Tuesday, October 04, 2005

SQL Server 2005 Service Broker

Yesterday, I watched an MSDN webcast on the new Service Broker in SQL Server 2005. Sounds like an interesting feature which could possibly take some business away from Tibco for small to medium sized apps. Here is how Microsoft describes it:

With Service Broker, a feature in Microsoft SQL Server 2005, internal or external processes can send and receive guaranteed, asynchronous messages by using extensions to Transact-SQL Data Manipulation Language (DML). Messages can be sent to a queue in the same database as the sender, to another database in the same SQL Server instance, or to another SQL Server instance either on the same server or on a remote server.




Previously, in order to get notifications from SQL Server, you had to rely on something like SQL Notification Services. I am glad to see that async messaging has been promoted to a first class citizen within SQL Server.
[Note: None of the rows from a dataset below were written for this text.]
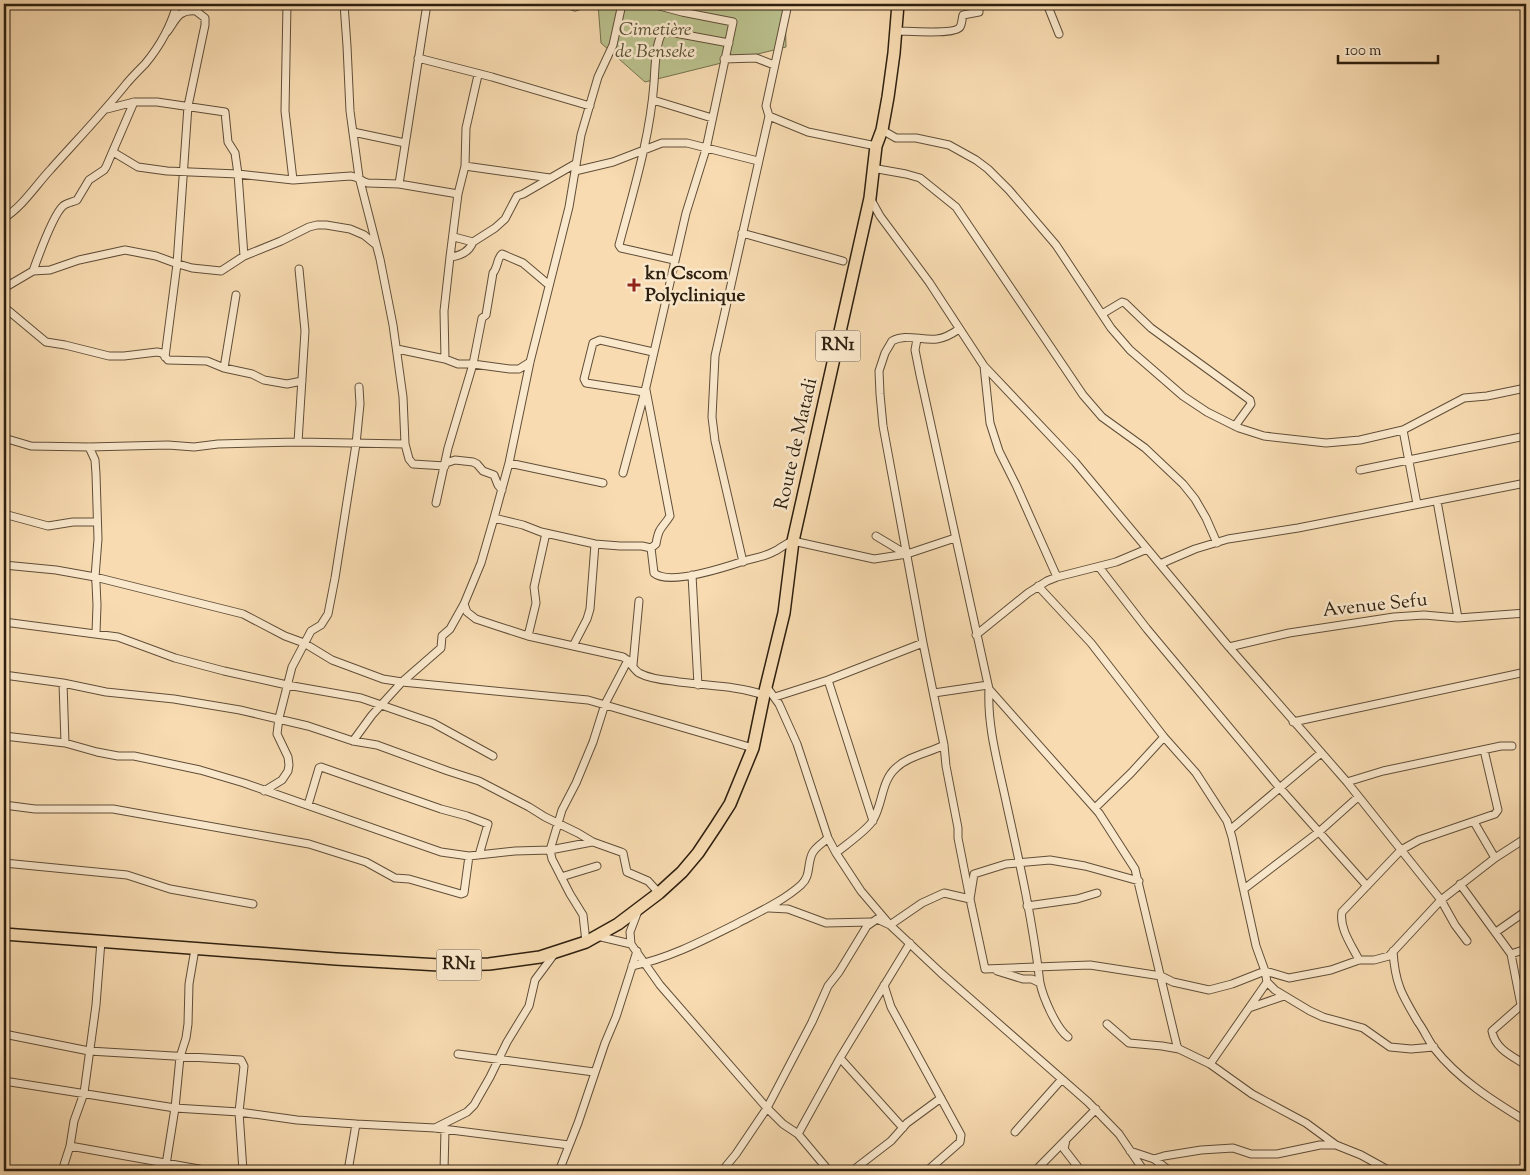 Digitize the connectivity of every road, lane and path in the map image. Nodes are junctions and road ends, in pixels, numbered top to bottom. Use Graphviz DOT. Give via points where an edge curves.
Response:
graph roads {
  1 [pos="177,4"];
  2 [pos="287,4"];
  3 [pos="344,4"];
  4 [pos="427,4"];
  5 [pos="566,4"];
  6 [pos="585,4"];
  7 [pos="622,4"];
  8 [pos="652,4"];
  9 [pos="788,4"];
  10 [pos="898,4"];
  11 [pos="979,4"];
  12 [pos="1047,4"];
  13 [pos="896,31"];
  14 [pos="167,32"];
  15 [pos="1059,34"];
  16 [pos="729,43"];
  17 [pos="418,58"];
  18 [pos="724,59"];
  19 [pos="774,65"];
  20 [pos="478,75"];
  21 [pos="653,100"];
  22 [pos="134,102"];
  23 [pos="188,106"];
  24 [pos="590,106"];
  25 [pos="107,109"];
  26 [pos="769,116"];
  27 [pos="712,118"];
  28 [pos="882,130"];
  29 [pos="353,132"];
  30 [pos="405,143"];
  31 [pos="876,146"];
  32 [pos="706,148"];
  33 [pos="644,149"];
  34 [pos="113,152"];
  35 [pos="758,161"];
  36 [pos="465,166"];
  37 [pos="575,168"];
  38 [pos="872,168"];
  39 [pos="183,173"];
  40 [pos="238,174"];
  41 [pos="359,177"];
  42 [pos="550,178"];
  43 [pos="293,180"];
  44 [pos="399,184"];
  45 [pos="458,194"];
  46 [pos="870,198"];
  47 [pos="4,218"];
  48 [pos="742,233"];
  49 [pos="454,237"];
  50 [pos="473,242"];
  51 [pos="377,246"];
  52 [pos="244,256"];
  53 [pos="450,257"];
  54 [pos="674,260"];
  55 [pos="843,262"];
  56 [pos="177,264"];
  57 [pos="299,269"];
  58 [pos="33,271"];
  59 [pos="549,285"];
  60 [pos="4,288"];
  61 [pos="236,294"];
  62 [pos="4,307"];
  63 [pos="1102,314"];
  64 [pos="959,329"];
  65 [pos="917,339"];
  66 [pos="397,349"];
  67 [pos="653,352"];
  68 [pos="165,357"];
  69 [pos="445,359"];
  70 [pos="530,362"];
  71 [pos="473,364"];
  72 [pos="984,366"];
  73 [pos="224,368"];
  74 [pos="302,381"];
  75 [pos="359,387"];
  76 [pos="1526,388"];
  77 [pos="645,390"];
  78 [pos="1235,426"];
  79 [pos="1403,430"];
  80 [pos="1526,436"];
  81 [pos="4,438"];
  82 [pos="298,442"];
  83 [pos="356,444"];
  84 [pos="405,444"];
  85 [pos="89,447"];
  86 [pos="1409,460"];
  87 [pos="509,463"];
  88 [pos="445,464"];
  89 [pos="1360,470"];
  90 [pos="623,473"];
  91 [pos="603,483"];
  92 [pos="1526,483"];
  93 [pos="502,490"];
  94 [pos="1437,501"];
  95 [pos="436,504"];
  96 [pos="1416,504"];
  97 [pos="4,514"];
  98 [pos="494,518"];
  99 [pos="96,522"];
  100 [pos="546,533"];
  101 [pos="876,536"];
  102 [pos="955,538"];
  103 [pos="793,541"];
  104 [pos="1217,543"];
  105 [pos="595,544"];
  106 [pos="651,548"];
  107 [pos="1147,549"];
  108 [pos="907,554"];
  109 [pos="743,562"];
  110 [pos="1160,564"];
  111 [pos="4,565"];
  112 [pos="1099,567"];
  113 [pos="692,575"];
  114 [pos="95,577"];
  115 [pos="1056,577"];
  116 [pos="1038,586"];
  117 [pos="639,601"];
  118 [pos="464,604"];
  119 [pos="1526,613"];
  120 [pos="1458,618"];
  121 [pos="4,622"];
  122 [pos="96,633"];
  123 [pos="976,635"];
  124 [pos="528,636"];
  125 [pos="304,643"];
  126 [pos="923,643"];
  127 [pos="573,646"];
  128 [pos="1229,647"];
  129 [pos="630,662"];
  130 [pos="1526,672"];
  131 [pos="4,675"];
  132 [pos="828,680"];
  133 [pos="402,682"];
  134 [pos="63,683"];
  135 [pos="287,685"];
  136 [pos="698,685"];
  137 [pos="988,687"];
  138 [pos="768,693"];
  139 [pos="934,693"];
  140 [pos="605,704"];
  141 [pos="382,705"];
  142 [pos="279,718"];
  143 [pos="1293,722"];
  144 [pos="4,736"];
  145 [pos="1164,737"];
  146 [pos="352,741"];
  147 [pos="65,743"];
  148 [pos="944,746"];
  149 [pos="1512,746"];
  150 [pos="753,748"];
  151 [pos="1484,750"];
  152 [pos="1321,752"];
  153 [pos="494,756"];
  154 [pos="1347,782"];
  155 [pos="1280,787"];
  156 [pos="264,790"];
  157 [pos="1358,797"];
  158 [pos="4,805"];
  159 [pos="308,805"];
  160 [pos="1095,808"];
  161 [pos="873,822"];
  162 [pos="1474,822"];
  163 [pos="558,823"];
  164 [pos="1230,830"];
  165 [pos="1320,830"];
  166 [pos="828,838"];
  167 [pos="1525,841"];
  168 [pos="593,842"];
  169 [pos="550,850"];
  170 [pos="1401,850"];
  171 [pos="836,853"];
  172 [pos="480,854"];
  173 [pos="469,856"];
  174 [pos="1495,858"];
  175 [pos="4,863"];
  176 [pos="1020,864"];
  177 [pos="597,866"];
  178 [pos="1135,869"];
  179 [pos="561,876"];
  180 [pos="1125,878"];
  181 [pos="1139,881"];
  182 [pos="1460,884"];
  183 [pos="1367,886"];
  184 [pos="1244,889"];
  185 [pos="659,893"];
  186 [pos="1097,893"];
  187 [pos="970,899"];
  188 [pos="1441,900"];
  189 [pos="253,904"];
  190 [pos="1027,906"];
  191 [pos="640,909"];
  192 [pos="766,909"];
  193 [pos="1526,911"];
  194 [pos="872,922"];
  195 [pos="890,925"];
  196 [pos="1496,932"];
  197 [pos="4,934"];
  198 [pos="597,936"];
  199 [pos="100,941"];
  200 [pos="586,942"];
  201 [pos="1468,942"];
  202 [pos="910,943"];
  203 [pos="631,944"];
  204 [pos="195,949"];
  205 [pos="1526,950"];
  206 [pos="636,951"];
  207 [pos="1393,951"];
  208 [pos="555,953"];
  209 [pos="1511,954"];
  210 [pos="1359,960"];
  211 [pos="645,964"];
  212 [pos="632,966"];
  213 [pos="1038,966"];
  214 [pos="992,969"];
  215 [pos="1265,971"];
  216 [pos="1161,976"];
  217 [pos="1267,982"];
  218 [pos="1040,983"];
  219 [pos="884,985"];
  220 [pos="1284,996"];
  221 [pos="1525,1006"];
  222 [pos="1249,1008"];
  223 [pos="1107,1024"];
  224 [pos="4,1034"];
  225 [pos="1068,1037"];
  226 [pos="1434,1047"];
  227 [pos="1179,1049"];
  228 [pos="89,1051"];
  229 [pos="458,1054"];
  230 [pos="180,1057"];
  231 [pos="840,1058"];
  232 [pos="499,1060"];
  233 [pos="1210,1064"];
  234 [pos="1526,1065"];
  235 [pos="594,1072"];
  236 [pos="1062,1079"];
  237 [pos="4,1081"];
  238 [pos="84,1093"];
  239 [pos="941,1098"];
  240 [pos="175,1108"];
  241 [pos="767,1108"];
  242 [pos="1096,1109"];
  243 [pos="239,1112"];
  244 [pos="1526,1121"];
  245 [pos="356,1124"];
  246 [pos="441,1127"];
  247 [pos="903,1128"];
  248 [pos="1015,1132"];
  249 [pos="798,1134"];
  250 [pos="1067,1137"];
  251 [pos="569,1144"];
  252 [pos="70,1146"];
  253 [pos="1336,1146"];
  254 [pos="1130,1151"];
  255 [pos="1154,1159"];
  256 [pos="167,1163"];
  257 [pos="4,1170"];
  258 [pos="11,1171"];
  259 [pos="62,1171"];
  260 [pos="165,1171"];
  261 [pos="210,1171"];
  262 [pos="243,1171"];
  263 [pos="348,1171"];
  264 [pos="444,1171"];
  265 [pos="559,1171"];
  266 [pos="722,1171"];
  267 [pos="829,1171"];
  268 [pos="852,1171"];
  269 [pos="927,1171"];
  270 [pos="1037,1171"];
  271 [pos="1081,1171"];
  272 [pos="1144,1171"];
  273 [pos="1170,1171"];
  274 [pos="1390,1171"];
  1 -- 14 [label="street"];
  2 -- 43 [label="street" via="285,111"];
  3 -- 29 [label="street"];
  4 -- 17 [label="street"];
  5 -- 6 [label="street" via="575,7"];
  7 -- 24 [label="street" via="614,45 600,70"];
  8 -- 16 [label="street" via="733,22"];
  9 -- 19 [label="street"];
  10 -- 13 [label="highway, Route de Matadi / RN1"];
  11 -- 13 [label="street" via="979,12 963,15 961,26 956,30"];
  12 -- 15 [label="street"];
  13 -- 28 [label="highway, Route de Matadi / RN1"];
  14 -- 23 [label="street" via="183,12 196,11 205,18"];
  14 -- 25 [label="street"];
  16 -- 18 [label="street"];
  16 -- 21 [label="street" via="664,31 660,34 656,58"];
  17 -- 20 [label="street"];
  17 -- 30 [label="street"];
  18 -- 19 [label="street" via="756,58"];
  18 -- 27 [label="street"];
  19 -- 26 [label="street" via="766,106"];
  20 -- 24 [label="street"];
  20 -- 36 [label="street" via="466,128"];
  21 -- 27 [label="street"];
  21 -- 33 [label="street"];
  22 -- 23 [label="street"];
  22 -- 25 [label="street"];
  22 -- 34 [label="street"];
  23 -- 39 [label="street"];
  23 -- 40 [label="street" via="225,112 228,142 234,151"];
  24 -- 37 [label="street"];
  25 -- 47 [label="street" via="24,201"];
  26 -- 31 [label="street" via="815,134"];
  26 -- 35 [label="street"];
  27 -- 32 [label="street"];
  28 -- 31 [label="highway, Route de Matadi / RN1"];
  28 -- 63 [label="street" via="896,138 916,138 949,145 988,169 1056,245"];
  29 -- 30 [label="street"];
  29 -- 41 [label="street"];
  30 -- 44 [label="street"];
  31 -- 38 [label="highway, Route de Matadi / RN1"];
  32 -- 33 [label="street" via="687,143 658,143"];
  32 -- 35 [label="street"];
  32 -- 54 [label="street"];
  33 -- 37 [label="street" via="613,162"];
  33 -- 54 [label="street" via="620,247"];
  34 -- 39 [label="street" via="138,167"];
  34 -- 58 [label="street" via="104,170 89,180 77,200 65,204 58,212"];
  35 -- 48 [label="street"];
  36 -- 42 [label="street"];
  36 -- 45 [label="street"];
  37 -- 42 [label="street"];
  37 -- 59 [label="street" via="569,207"];
  38 -- 46 [label="highway, Route de Matadi / RN1"];
  38 -- 104 [label="street" via="920,178 956,207 1083,396 1102,418 1145,448 1183,484 1206,518"];
  39 -- 40 [label="street"];
  39 -- 56 [label="street"];
  40 -- 43 [label="street"];
  40 -- 52 [label="street"];
  41 -- 43 [label="street"];
  41 -- 44 [label="street" via="368,184"];
  41 -- 51 [label="street"];
  42 -- 50 [label="street" via="516,196 505,219"];
  44 -- 45 [label="street"];
  45 -- 49 [label="street"];
  46 -- 64 [label="street"];
  46 -- 103 [label="highway, Route de Matadi / RN1"];
  48 -- 55 [label="street"];
  48 -- 109 [label="street" via="715,356 712,417"];
  49 -- 50 [label="street"];
  49 -- 53 [label="street"];
  50 -- 53 [label="street" via="462,254"];
  51 -- 52 [label="street" via="350,229 317,225"];
  51 -- 66 [label="street"];
  52 -- 56 [label="street" via="221,271"];
  53 -- 69 [label="street" via="444,310"];
  54 -- 67 [label="street"];
  56 -- 58 [label="street" via="125,250 50,270"];
  56 -- 68 [label="street"];
  57 -- 74 [label="street" via="305,331"];
  58 -- 60 [label="street"];
  59 -- 70 [label="street"];
  59 -- 71 [label="street" via="522,263 501,255 493,273"];
  61 -- 73 [label="street"];
  62 -- 68 [label="street" via="46,342 109,356 157,352"];
  63 -- 78 [label="street" via="1130,350 1149,368 1198,407"];
  63 -- 78 [label="street" via="1125,303 1151,328 1252,401"];
  64 -- 65 [label="street" via="936,339"];
  64 -- 72 [label="street"];
  65 -- 102 [label="street" via="917,361"];
  65 -- 108 [label="street" via="903,337 892,341 879,371 883,426"];
  66 -- 69 [label="street"];
  66 -- 84 [label="street"];
  67 -- 77 [label="street"];
  67 -- 77 [label="street" via="596,341 584,379 586,382"];
  68 -- 73 [label="street" via="174,361 207,361"];
  69 -- 71 [label="street" via="458,364"];
  70 -- 71 [label="street" via="515,369"];
  70 -- 87 [label="street"];
  71 -- 88 [label="street"];
  72 -- 107 [label="street" via="1075,462"];
  72 -- 115 [label="street" via="990,422 999,451"];
  73 -- 74 [label="street" via="287,384"];
  74 -- 82 [label="street"];
  75 -- 83 [label="street"];
  76 -- 79 [label="street" via="1464,398"];
  77 -- 90 [label="street"];
  77 -- 106 [label="street" via="670,516"];
  78 -- 79 [label="street" via="1264,436 1326,443 1360,440"];
  79 -- 86 [label="street"];
  80 -- 86 [label="street"];
  81 -- 85 [label="street" via="31,446"];
  82 -- 83 [label="street"];
  82 -- 85 [label="street" via="194,447"];
  83 -- 84 [label="street"];
  83 -- 125 [label="street" via="328,614"];
  84 -- 88 [label="street" via="413,464"];
  85 -- 99 [label="street" via="95,460"];
  86 -- 89 [label="street"];
  86 -- 96 [label="street"];
  87 -- 91 [label="street"];
  87 -- 93 [label="street"];
  88 -- 93 [label="street" via="461,460 476,463 495,476"];
  88 -- 95 [label="street"];
  92 -- 94 [label="street"];
  93 -- 98 [label="street"];
  94 -- 96 [label="street"];
  94 -- 120 [label="street"];
  96 -- 104 [label="street"];
  97 -- 99 [label="street" via="48,526"];
  98 -- 100 [label="street"];
  98 -- 118 [label="street" via="481,564"];
  99 -- 114 [label="street"];
  100 -- 105 [label="street"];
  100 -- 124 [label="street" via="534,587 536,603"];
  101 -- 108 [label="street"];
  102 -- 108 [label="street"];
  102 -- 123 [label="street"];
  103 -- 108 [label="street" via="866,558"];
  103 -- 109 [label="street" via="783,544 775,552"];
  103 -- 138 [label="highway, Route de Matadi / RN1" via="784,613"];
  104 -- 110 [label="street"];
  105 -- 106 [label="street"];
  105 -- 127 [label="street" via="590,610"];
  106 -- 113 [label="street" via="657,576"];
  107 -- 110 [label="street"];
  107 -- 112 [label="street"];
  108 -- 126 [label="street"];
  109 -- 113 [label="street"];
  110 -- 128 [label="street"];
  111 -- 114 [label="street"];
  112 -- 115 [label="street"];
  112 -- 155 [label="street"];
  113 -- 136 [label="street"];
  114 -- 122 [label="street"];
  114 -- 125 [label="street" via="243,614"];
  115 -- 116 [label="street"];
  116 -- 123 [label="street"];
  116 -- 145 [label="street" via="1091,643"];
  117 -- 129 [label="street"];
  118 -- 124 [label="street" via="467,612 476,619"];
  118 -- 133 [label="street" via="442,636 441,648"];
  119 -- 120 [label="street, Avenue Sefu"];
  120 -- 128 [label="street, Avenue Sefu" via="1394,617 1289,633"];
  121 -- 122 [label="street"];
  122 -- 135 [label="street" via="118,637 175,658"];
  123 -- 137 [label="street"];
  124 -- 127 [label="street"];
  125 -- 133 [label="street" via="332,660 383,679"];
  125 -- 135 [label="street"];
  126 -- 132 [label="street"];
  126 -- 139 [label="street"];
  127 -- 129 [label="street" via="623,657"];
  128 -- 143 [label="street"];
  129 -- 136 [label="street" via="638,672 651,677"];
  129 -- 140 [label="street"];
  130 -- 143 [label="street"];
  131 -- 134 [label="street"];
  132 -- 138 [label="street"];
  132 -- 161 [label="street"];
  133 -- 140 [label="street"];
  133 -- 141 [label="street"];
  134 -- 142 [label="street" via="106,692 212,704"];
  134 -- 147 [label="street"];
  135 -- 141 [label="street" via="361,698"];
  135 -- 142 [label="street"];
  136 -- 138 [label="street"];
  137 -- 139 [label="street"];
  137 -- 160 [label="street"];
  137 -- 176 [label="street" via="994,745"];
  138 -- 150 [label="highway, RN1"];
  138 -- 166 [label="street" via="797,744"];
  139 -- 148 [label="street"];
  140 -- 150 [label="street"];
  140 -- 163 [label="street" via="584,764"];
  141 -- 146 [label="street"];
  141 -- 153 [label="street" via="434,723"];
  142 -- 146 [label="street"];
  142 -- 156 [label="street" via="277,734 288,757 288,771 282,780"];
  143 -- 152 [label="street"];
  144 -- 147 [label="street"];
  145 -- 160 [label="street"];
  145 -- 164 [label="street" via="1196,773"];
  146 -- 163 [label="street" via="377,745 479,781"];
  147 -- 156 [label="street" via="97,752 200,770"];
  148 -- 161 [label="street" via="908,759 894,769 886,782"];
  148 -- 187 [label="street"];
  149 -- 151 [label="street"];
  150 -- 185 [label="highway, RN1" via="730,804 716,826 682,872"];
  151 -- 154 [label="street" via="1383,771"];
  151 -- 162 [label="street" via="1498,810"];
  152 -- 154 [label="street"];
  152 -- 155 [label="street"];
  154 -- 157 [label="street"];
  155 -- 164 [label="street"];
  155 -- 165 [label="street"];
  156 -- 159 [label="street"];
  157 -- 165 [label="street"];
  157 -- 170 [label="street"];
  158 -- 173 [label="street" via="35,809 113,809 309,844 366,862 395,878 461,894 464,892"];
  159 -- 172 [label="street" via="321,767 488,824"];
  159 -- 173 [label="street" via="441,852"];
  160 -- 178 [label="street"];
  161 -- 171 [label="street"];
  162 -- 170 [label="street" via="1419,840"];
  162 -- 174 [label="street"];
  163 -- 168 [label="street"];
  163 -- 169 [label="street"];
  164 -- 184 [label="street"];
  165 -- 183 [label="street"];
  165 -- 184 [label="street"];
  166 -- 171 [label="street"];
  166 -- 192 [label="street" via="813,852 806,879"];
  167 -- 174 [label="street"];
  168 -- 169 [label="street"];
  168 -- 185 [label="street" via="623,853 627,872 648,882"];
  169 -- 172 [label="street"];
  169 -- 179 [label="street"];
  170 -- 183 [label="street"];
  170 -- 188 [label="street"];
  171 -- 195 [label="street" via="860,891"];
  172 -- 173 [label="street"];
  174 -- 182 [label="street"];
  175 -- 189 [label="street" via="128,874 170,889"];
  176 -- 180 [label="street" via="1050,860"];
  176 -- 187 [label="street" via="1006,864 974,874"];
  176 -- 190 [label="street"];
  177 -- 179 [label="street"];
  178 -- 180 [label="street"];
  178 -- 181 [label="street"];
  179 -- 200 [label="street" via="583,915"];
  180 -- 181 [label="street"];
  181 -- 216 [label="street"];
  182 -- 188 [label="street"];
  182 -- 196 [label="street"];
  183 -- 210 [label="street" via="1341,916"];
  184 -- 215 [label="street" via="1256,946"];
  185 -- 191 [label="highway, RN1"];
  186 -- 190 [label="street"];
  187 -- 195 [label="street" via="944,893 922,903"];
  187 -- 214 [label="street" via="985,969"];
  188 -- 201 [label="street"];
  188 -- 207 [label="street"];
  190 -- 213 [label="street"];
  191 -- 198 [label="highway, RN1"];
  191 -- 203 [label="street" via="630,932"];
  192 -- 194 [label="street" via="788,909 826,923"];
  192 -- 211 [label="street"];
  193 -- 196 [label="street"];
  194 -- 195 [label="street" via="877,919"];
  194 -- 241 [label="street" via="824,993"];
  195 -- 202 [label="street"];
  196 -- 209 [label="street"];
  197 -- 199 [label="highway, RN1"];
  198 -- 200 [label="highway, RN1"];
  198 -- 203 [label="street"];
  199 -- 204 [label="highway, RN1"];
  199 -- 228 [label="street"];
  200 -- 208 [label="highway, RN1"];
  202 -- 219 [label="street"];
  202 -- 236 [label="street"];
  203 -- 206 [label="street"];
  204 -- 208 [label="highway, RN1" via="439,965 518,961"];
  204 -- 230 [label="street" via="188,991 188,1024"];
  205 -- 209 [label="street"];
  206 -- 211 [label="street"];
  206 -- 212 [label="street"];
  207 -- 210 [label="street" via="1383,959"];
  207 -- 226 [label="street" via="1400,990"];
  208 -- 232 [label="street" via="535,980 529,1006"];
  209 -- 221 [label="street"];
  210 -- 215 [label="street" via="1331,970 1290,978"];
  211 -- 212 [label="street"];
  211 -- 241 [label="street" via="660,986"];
  212 -- 235 [label="street"];
  213 -- 214 [label="street"];
  213 -- 216 [label="street" via="1090,965"];
  213 -- 218 [label="street"];
  214 -- 218 [label="street"];
  215 -- 216 [label="street" via="1209,990"];
  215 -- 217 [label="street"];
  216 -- 227 [label="street"];
  217 -- 220 [label="street"];
  217 -- 222 [label="street"];
  218 -- 225 [label="street" via="1057,1026"];
  219 -- 231 [label="street"];
  219 -- 239 [label="street" via="891,1007"];
  220 -- 222 [label="street"];
  220 -- 226 [label="street" via="1324,1016 1363,1028 1390,1047"];
  221 -- 234 [label="street" via="1492,1031 1493,1039 1500,1048"];
  222 -- 233 [label="street"];
  223 -- 227 [label="street" via="1129,1043"];
  224 -- 228 [label="street"];
  226 -- 244 [label="street" via="1478,1090"];
  227 -- 233 [label="street"];
  228 -- 230 [label="street"];
  228 -- 238 [label="street"];
  229 -- 232 [label="street"];
  230 -- 240 [label="street"];
  230 -- 243 [label="street" via="241,1060 244,1066"];
  231 -- 247 [label="street"];
  231 -- 249 [label="street"];
  232 -- 235 [label="street"];
  232 -- 246 [label="street" via="471,1108"];
  233 -- 253 [label="street" via="1252,1094 1317,1130"];
  235 -- 251 [label="street"];
  236 -- 242 [label="street"];
  236 -- 248 [label="street"];
  237 -- 238 [label="street"];
  238 -- 240 [label="street"];
  238 -- 252 [label="street" via="74,1121"];
  239 -- 247 [label="street"];
  239 -- 269 [label="street" via="962,1139"];
  240 -- 243 [label="street"];
  240 -- 256 [label="street"];
  241 -- 249 [label="street"];
  241 -- 266 [label="street"];
  242 -- 250 [label="street"];
  242 -- 254 [label="street"];
  243 -- 245 [label="street"];
  243 -- 262 [label="street"];
  245 -- 246 [label="street"];
  245 -- 263 [label="street"];
  246 -- 251 [label="street"];
  246 -- 264 [label="street"];
  247 -- 268 [label="street"];
  249 -- 267 [label="street"];
  250 -- 270 [label="street"];
  250 -- 271 [label="street" via="1064,1149"];
  251 -- 265 [label="street"];
  252 -- 256 [label="street"];
  252 -- 259 [label="street"];
  253 -- 255 [label="street" via="1277,1154 1251,1154 1233,1148 1201,1150"];
  253 -- 274 [label="street"];
  254 -- 255 [label="street"];
  254 -- 272 [label="street"];
  255 -- 273 [label="street"];
  256 -- 260 [label="street"];
  256 -- 261 [label="street"];
  257 -- 258 [label="street"];
}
Where can you use something like the Service Broker?

Assume that, in an organization, your Windows Smart Client app needs to be informed when certain reference data has changed in a legacy database. For example, let's say that your desktop app needs to be informed when PeopleSoft adds a new employee to the HR database. If the backend database is SQL Server 2005, then you can use the Service Broker to push async messages out to a message broker on the server. The server can then transform the message and broadcast it to interested clients.

This kind of architecture is ideal for applications that rely on server-push technology and smart caching on each client. With this kind of system, each client maintains its own cache of reference data and only gets notified of deltas to the reference data.